───── RECORDS FOR PROCESSING

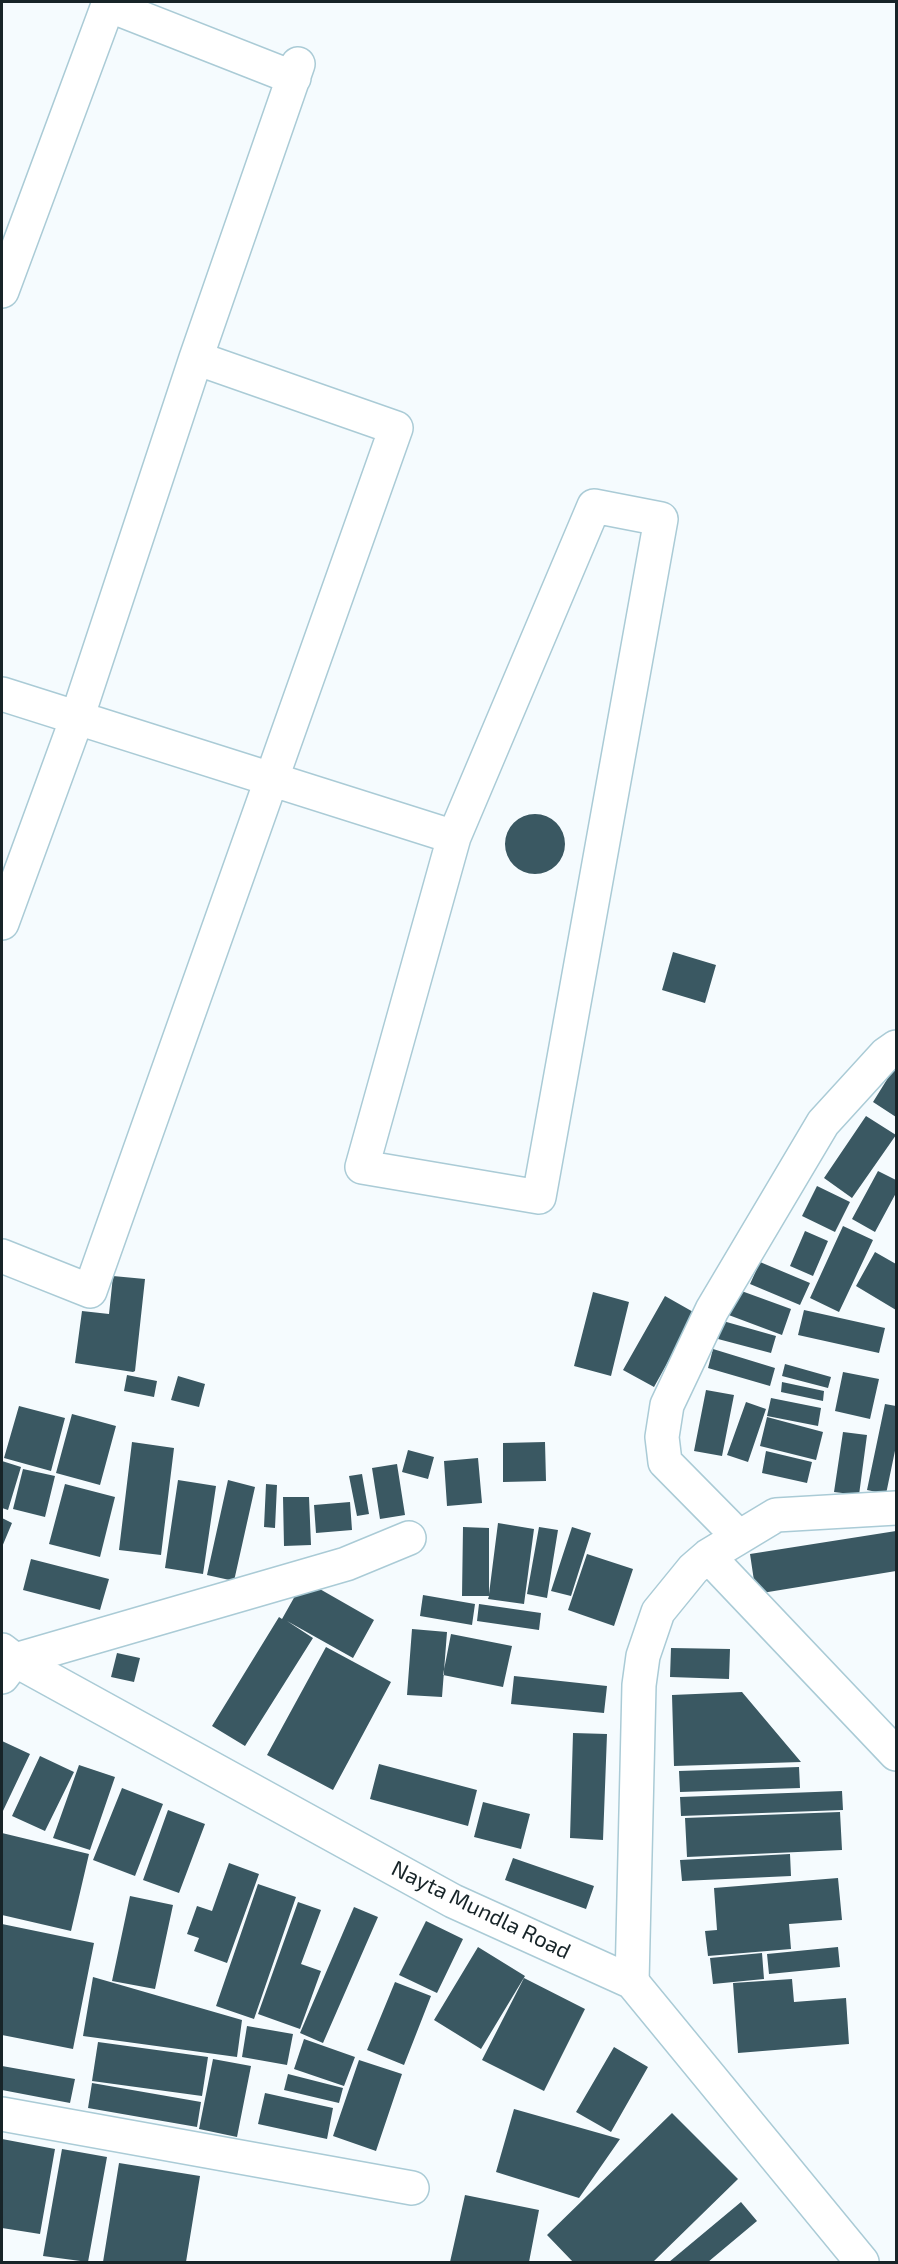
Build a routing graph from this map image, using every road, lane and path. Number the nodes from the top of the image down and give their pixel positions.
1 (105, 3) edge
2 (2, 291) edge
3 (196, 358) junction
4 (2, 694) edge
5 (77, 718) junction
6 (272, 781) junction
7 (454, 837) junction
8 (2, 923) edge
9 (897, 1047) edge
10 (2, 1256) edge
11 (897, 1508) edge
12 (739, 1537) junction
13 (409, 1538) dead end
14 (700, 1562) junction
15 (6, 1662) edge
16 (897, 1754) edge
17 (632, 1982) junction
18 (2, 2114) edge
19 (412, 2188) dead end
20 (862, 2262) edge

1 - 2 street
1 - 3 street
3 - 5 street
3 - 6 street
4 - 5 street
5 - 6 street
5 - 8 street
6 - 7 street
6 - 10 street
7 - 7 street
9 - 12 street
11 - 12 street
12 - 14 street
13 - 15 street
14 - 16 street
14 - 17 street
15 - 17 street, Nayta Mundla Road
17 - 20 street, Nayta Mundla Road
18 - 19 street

──────────

INSTRUCTIONS FOR THE TASK:
Scan the listing above. Gather each line that contains the word "junction".

REPLY:
3 (196, 358) junction
5 (77, 718) junction
6 (272, 781) junction
7 (454, 837) junction
12 (739, 1537) junction
14 (700, 1562) junction
17 (632, 1982) junction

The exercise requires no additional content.